Today’s legal left parties have not set up relations with the working-class movement and the unions on a mass scale, as the legal socialist party the TIP or the illegal TKP did in the past. The leadership of the TKP, which has strong historical roots, experienced a similar bourgeoisification process as the ruling Soviet bureaucracy, and behaving like businessmen with an unprofitable company, they closed the TKP in 1991 and finished the "job".

There are five parties on the left in Turkey worth mentioning: HADEP (People’s Democratic Party) formed in 1994, IP (Workers’ Party) formed in 1994, SIP (Socialist Power Party, now changed its name to Communist Party of Turkey) formed in 1995, ODP (Freedom and Solidarity Party) formed in 1996, and EMEP (Party of Labour) formed in 1996. Except for HADEP, the biggest of them won only around 0.7% in the last general elections. ODP (Freedom and Solidarity Party), built primarily by the tired and renegade ex-leftists after the collapse of the Soviet Union, and with the assertion that they would unite the left and imitate the experience of the TIP, appears to be an ineffective and disorganised party today. HADEP (People’s Democratic Party) was formed by Kurds, and won 4 percent all over Turkey in the last general elections in April 1999, thanks to the votes they won from Kurdistan. Although they won 90% in some parts of Turkish Kurdistan they are not represented in the parliament, because political parties must win at least 10% of the total votes to be able to enter the parliament.

On the other hand, there has never been a Western type social-democratic party in Turkey because of the great differences in the process of capitalist development in Turkey, and thus in its history, in relation to the West European countries. We must remember that in this country the one-party dictatorship of the bourgeois republic lasted a quarter of a century. As a matter of fact, many political formations came out of the Republican People’s Party, which was the official state party during the period of the one-party dictatorship. Dependant on the development of capitalism and the working class in Turkey, there have been some attempts to form social-democratic parties by those political circles which desired to follow the example of the European countries. Factions coming out of the official state party, the People’s Party, attempted to organise these so-called social-democratic parties from above. The party of today’s Prime Minister, Ecevit, the Democratic Left Party, which is now in a coalition government with the Nationalist Movement Party, the party of Turkish fascism, is an offspring of the People’s Party. And they are now even going further than the fascists’ (“grey wolves”) Nationalist Movement Party.
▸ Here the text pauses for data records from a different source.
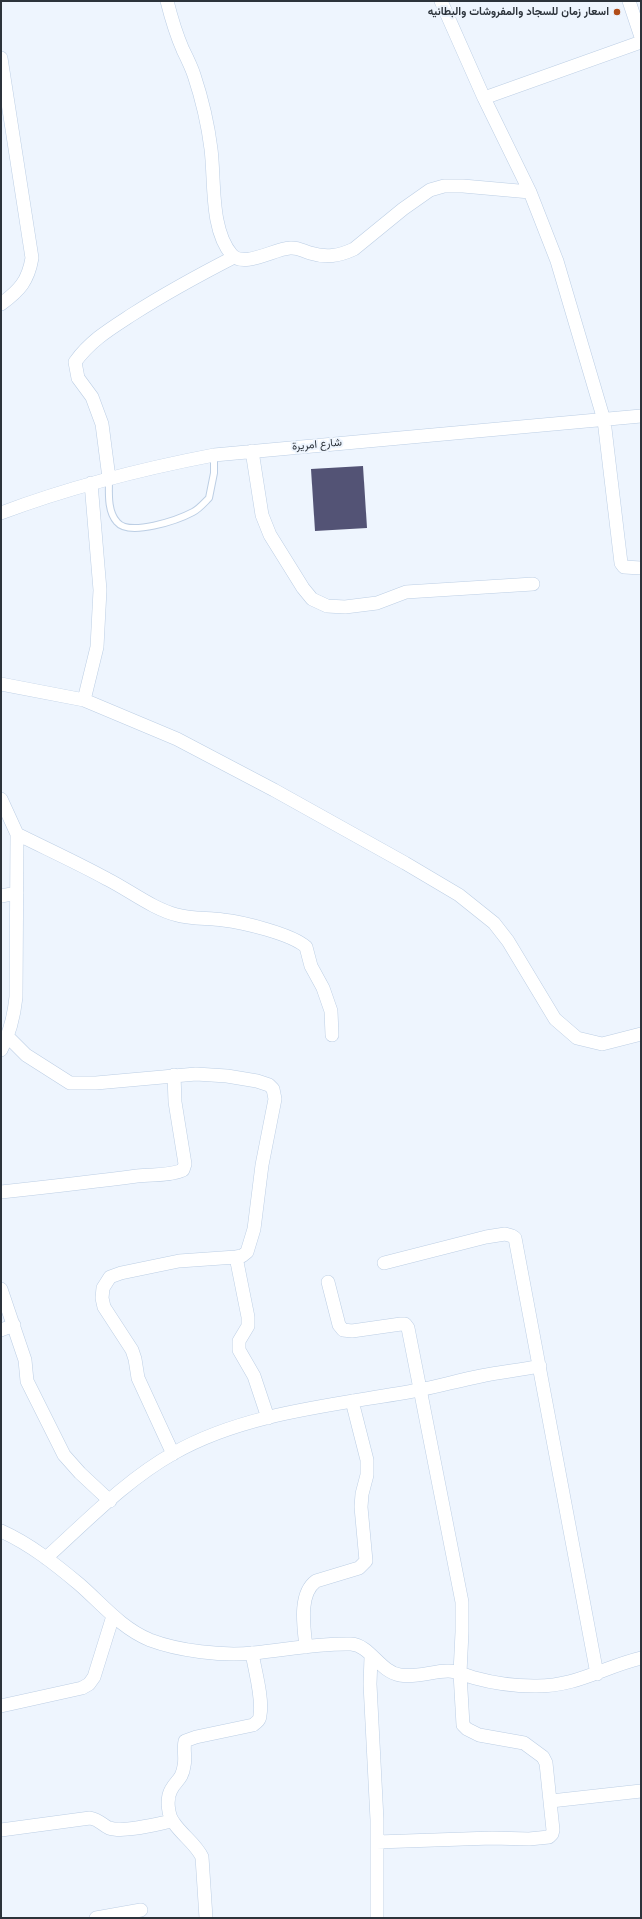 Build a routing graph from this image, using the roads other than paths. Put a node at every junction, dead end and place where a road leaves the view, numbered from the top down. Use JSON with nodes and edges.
{"nodes":[{"id":1,"x":167,"y":1,"type":"edge"},
{"id":2,"x":441,"y":1,"type":"edge"},
{"id":3,"x":629,"y":1,"type":"edge"},
{"id":4,"x":641,"y":37,"type":"edge"},
{"id":5,"x":641,"y":42,"type":"edge"},
{"id":6,"x":1,"y":58,"type":"edge"},
{"id":7,"x":484,"y":98,"type":"junction"},
{"id":8,"x":530,"y":192,"type":"junction"},
{"id":9,"x":234,"y":257,"type":"junction"},
{"id":10,"x":1,"y":304,"type":"edge"},
{"id":11,"x":641,"y":416,"type":"edge"},
{"id":12,"x":604,"y":420,"type":"junction"},
{"id":13,"x":252,"y":451,"type":"junction"},
{"id":14,"x":214,"y":455,"type":"junction"},
{"id":15,"x":109,"y":478,"type":"junction"},
{"id":16,"x":91,"y":483,"type":"junction"},
{"id":17,"x":1,"y":513,"type":"edge"},
{"id":18,"x":641,"y":568,"type":"edge"},
{"id":19,"x":533,"y":584,"type":"dead end"},
{"id":20,"x":1,"y":684,"type":"edge"},
{"id":21,"x":84,"y":700,"type":"junction"},
{"id":22,"x":1,"y":799,"type":"edge"},
{"id":23,"x":17,"y":834,"type":"junction"},
{"id":24,"x":17,"y":893,"type":"junction"},
{"id":25,"x":1,"y":896,"type":"edge"},
{"id":26,"x":641,"y":1034,"type":"edge"},
{"id":27,"x":332,"y":1035,"type":"dead end"},
{"id":28,"x":8,"y":1037,"type":"junction"},
{"id":29,"x":1,"y":1050,"type":"edge"},
{"id":30,"x":174,"y":1075,"type":"junction"},
{"id":31,"x":1,"y":1192,"type":"edge"},
{"id":32,"x":236,"y":1257,"type":"junction"},
{"id":33,"x":384,"y":1263,"type":"dead end"},
{"id":34,"x":328,"y":1282,"type":"dead end"},
{"id":35,"x":1,"y":1290,"type":"edge"},
{"id":36,"x":14,"y":1325,"type":"junction"},
{"id":37,"x":1,"y":1330,"type":"edge"},
{"id":38,"x":540,"y":1366,"type":"junction"},
{"id":39,"x":420,"y":1390,"type":"junction"},
{"id":40,"x":352,"y":1401,"type":"junction"},
{"id":41,"x":268,"y":1418,"type":"junction"},
{"id":42,"x":173,"y":1454,"type":"junction"},
{"id":43,"x":110,"y":1501,"type":"junction"},
{"id":44,"x":1,"y":1531,"type":"edge"},
{"id":45,"x":46,"y":1558,"type":"junction"},
{"id":46,"x":113,"y":1616,"type":"junction"},
{"id":47,"x":306,"y":1647,"type":"junction"},
{"id":48,"x":252,"y":1653,"type":"junction"},
{"id":49,"x":371,"y":1657,"type":"junction"},
{"id":50,"x":641,"y":1658,"type":"edge"},
{"id":51,"x":460,"y":1673,"type":"junction"},
{"id":52,"x":597,"y":1674,"type":"junction"},
{"id":53,"x":1,"y":1706,"type":"edge"},
{"id":54,"x":641,"y":1791,"type":"edge"},
{"id":55,"x":551,"y":1801,"type":"junction"},
{"id":56,"x":172,"y":1821,"type":"junction"},
{"id":57,"x":1,"y":1830,"type":"edge"},
{"id":58,"x":377,"y":1842,"type":"junction"},
{"id":59,"x":141,"y":1910,"type":"dead end"},
{"id":60,"x":96,"y":1918,"type":"edge"},
{"id":61,"x":206,"y":1918,"type":"edge"},
{"id":62,"x":377,"y":1918,"type":"edge"}],
"edges":[{"from":1,"to":9,"type":"street"},
{"from":2,"to":7,"type":"street"},
{"from":3,"to":4,"type":"street"},
{"from":5,"to":7,"type":"street"},
{"from":6,"to":10,"type":"street"},
{"from":7,"to":8,"type":"street"},
{"from":8,"to":9,"type":"street"},
{"from":8,"to":12,"type":"street"},
{"from":9,"to":15,"type":"street"},
{"from":11,"to":12,"type":"street","name":"شارع امريرة"},
{"from":12,"to":13,"type":"street","name":"شارع امريرة"},
{"from":12,"to":18,"type":"street"},
{"from":13,"to":14,"type":"street","name":"شارع امريرة"},
{"from":13,"to":19,"type":"street"},
{"from":14,"to":15,"type":"street","name":"شارع امريرة"},
{"from":14,"to":15,"type":"lane"},
{"from":15,"to":16,"type":"street","name":"شارع امريرة"},
{"from":16,"to":17,"type":"street","name":"شارع امريرة"},
{"from":16,"to":21,"type":"street"},
{"from":20,"to":21,"type":"street"},
{"from":21,"to":26,"type":"street"},
{"from":22,"to":23,"type":"street"},
{"from":23,"to":24,"type":"street"},
{"from":23,"to":27,"type":"street"},
{"from":24,"to":25,"type":"street"},
{"from":24,"to":28,"type":"street"},
{"from":28,"to":29,"type":"street"},
{"from":28,"to":30,"type":"street"},
{"from":30,"to":31,"type":"street"},
{"from":30,"to":32,"type":"street"},
{"from":32,"to":41,"type":"street"},
{"from":32,"to":42,"type":"street"},
{"from":33,"to":38,"type":"street"},
{"from":34,"to":39,"type":"street"},
{"from":35,"to":36,"type":"street"},
{"from":36,"to":37,"type":"street"},
{"from":36,"to":43,"type":"street"},
{"from":38,"to":39,"type":"street"},
{"from":38,"to":52,"type":"street"},
{"from":39,"to":40,"type":"street"},
{"from":39,"to":51,"type":"street"},
{"from":40,"to":41,"type":"street"},
{"from":40,"to":47,"type":"street"},
{"from":41,"to":42,"type":"street"},
{"from":42,"to":43,"type":"street"},
{"from":43,"to":45,"type":"street"},
{"from":44,"to":45,"type":"street"},
{"from":45,"to":46,"type":"street"},
{"from":46,"to":48,"type":"street"},
{"from":46,"to":53,"type":"street"},
{"from":47,"to":48,"type":"street"},
{"from":47,"to":49,"type":"street"},
{"from":48,"to":56,"type":"street"},
{"from":49,"to":51,"type":"street"},
{"from":49,"to":58,"type":"street"},
{"from":50,"to":52,"type":"street"},
{"from":51,"to":52,"type":"street"},
{"from":51,"to":55,"type":"street"},
{"from":54,"to":55,"type":"street"},
{"from":55,"to":58,"type":"street"},
{"from":56,"to":57,"type":"street"},
{"from":56,"to":61,"type":"street"},
{"from":58,"to":62,"type":"street"},
{"from":59,"to":60,"type":"street"}]}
And today’s People’s Party under Deniz Baykal’s leadership has become smaller and smaller with the never-ending faction struggles, and is an ineffective party. These parties don’t have historical ties with the union movement of the working class as the social-democratic and socialist parties in Europe do, and are not organised on that basis. For such reasons, the political conditions in Turkey are very different from those in Europe in many respects.